In the long history of how things get paid for, is electronic money the next step? If the issue is how money is transferred, that question is settled--it is happening now. But if it is the creation and acceptability of new forms of money, the jury is out.
Like so many other tools of civilization, money has evolved tremendously over the centuries. While change was glacially slow at first, the pace of evolution has recently been accelerating, and there is no reason at all to think that will stop. But what new forms might money assume? Will electronics take over, and if so, how soon will it do so?
Money has three functions in society, and how well electronics serves these functions will determine its future. First, money is a unit of account, or a way to measure and record value: a pig is worth X dollars. Second, it is a way to store value conveniently for future use; possession of a pig is replaced by possession of a bank account recorded in, and retrievable in, money. Finally, it is a medium of exchange; instead of having first to find a pig to trade for cloth, money buys cloth or a pig.
For money to fulfill these three functions, it must satisfy certain requirements. It should be easily and broadly recognizable and hard to fake (counterfeit), its value should be reasonably stable (a major matter, indeed!), and it should be durable and not deteriorate (electronic pulses are potentially wonderful). Finally and crucially, it should be convenient and inexpensive to use (vital for its acceptance in daily commerce).

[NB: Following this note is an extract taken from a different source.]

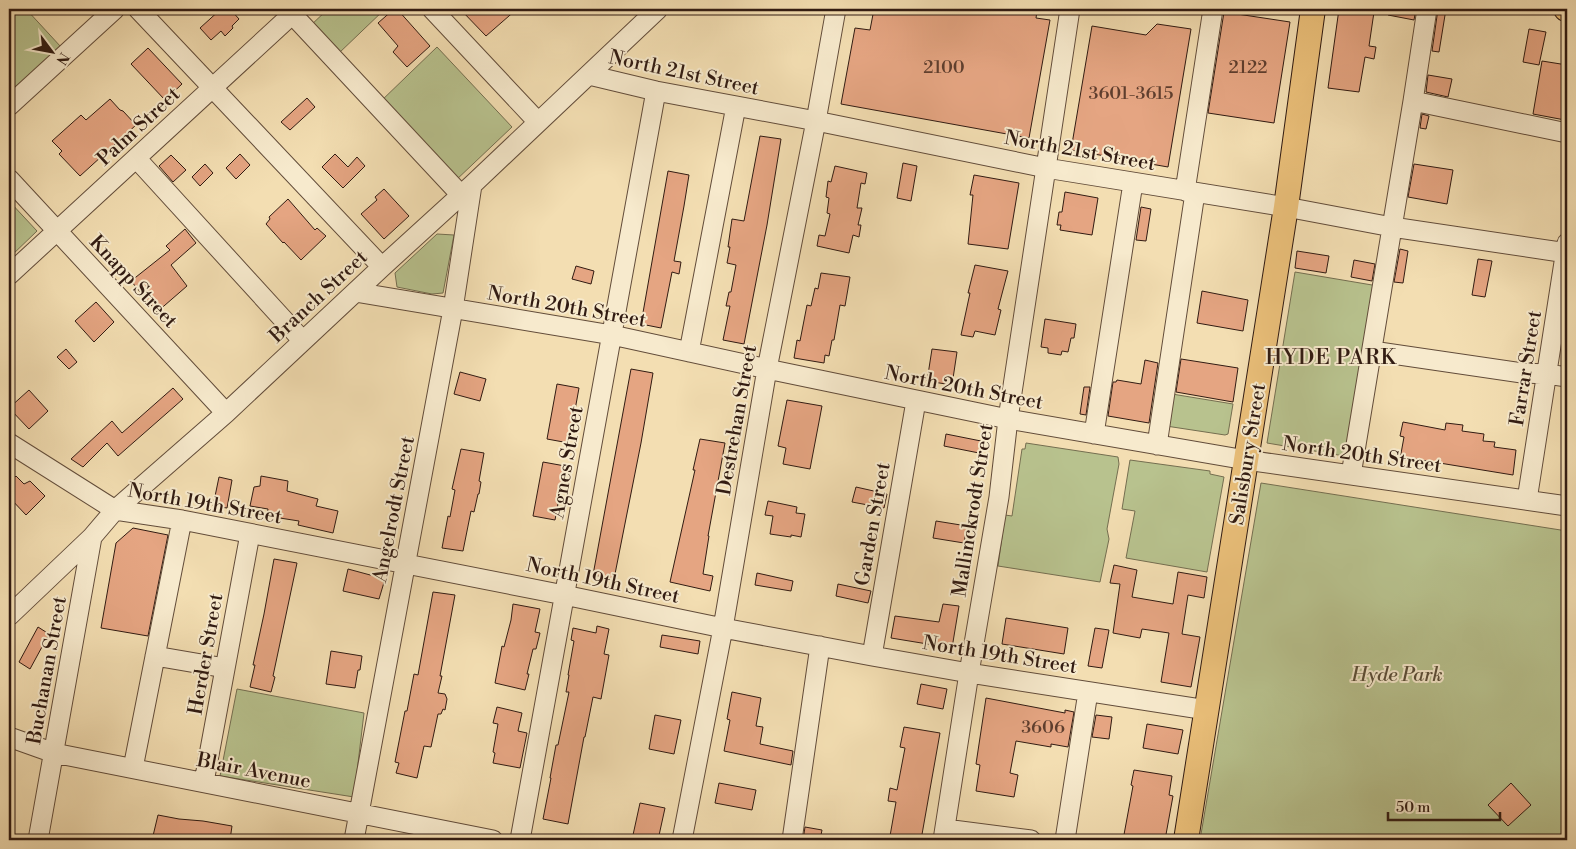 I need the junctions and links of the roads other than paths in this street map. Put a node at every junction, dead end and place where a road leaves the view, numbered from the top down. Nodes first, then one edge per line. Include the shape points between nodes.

The history of money illustrates these points. It began, of course, with barter. In a primitive society a pig might be traded for a bolt of cloth. The obvious limitations of this kind of exchange led to the use of proxies for value. In societies near oceans, sea shells served; in other places, special stones; and later on, pieces of metal, often gold or silver, did duty and came to be shaped into coins. The development of printing spurred the use of paper notes. From this came checks, with which payments could easily be made over a distance, a major breakthrough. When the telegraph was invented, the technology for making remote payments developed further, as transfers became virtually instantaneous. Then a natural extension was the use of modern electronics and computers.
Today, money is transferred in a wide variety of ways. Most of the value moves nearly invisibly to consumers and businesses through what may be termed wholesale payment systems, such as the Federal Reserve's Fedwire, and these systems are almost entirely electronic already. But most of the products under development are designed to serve the vast "retail" channels, which encompass the infinity of smaller transactions occurring daily throughout the economy.
How will electronics fit into this matrix of functions and requirements? The products being developed today fall into two groups, and it is important to distinguish between them because only one of them is a new form of money. Those referred to as electronic banking do not represent a new kind of money, but rather offer a new way to access a number of traditional bank services with traditional money. Such activities as bill paying and shifting funds among accounts over a telephone or computer connection belong here, and development is well along in this field. The many emerging types of stored-value cards and other media, however, do create a new money, as they represent an alternative to government-issued or -guaranteed instruments.
In stored-value systems, the liability of the issuer is recorded directly on the card, and a corresponding deposit account is not necessarily maintained for the individual card holder. Innovations of this type are coming along a bit more slowly. To be sure, some systems may involve both stored value and a deposit balance transfer capability, thus integrating the two types of products.
Predictions of an electronics-based cashless society have been around since the 1960s and, at least to date, it has not emerged. Consumers and businesses have proven quite conservative in their money management, relying heavily on tried and true methods even after more advanced techniques have become available. To one degree or another, this conservatism will likely be the case in the future as well. That said, why should the course of events be different now?
The characteristics of e-money and the speed of its advent will depend in large measure upon whether it serves the historic functions of money better than do its existing forms--whether electronic cash does better as a unit of account, a store of value, and a medium of exchange. How acceptable the new products are will be determined by the market and the classic economic factors of basic supply and demand characteristics. Suppliers will have to deliver a product that consumers want to use at a price that they are willing to pay, and that merchants see as a desirable additional way to conduct business.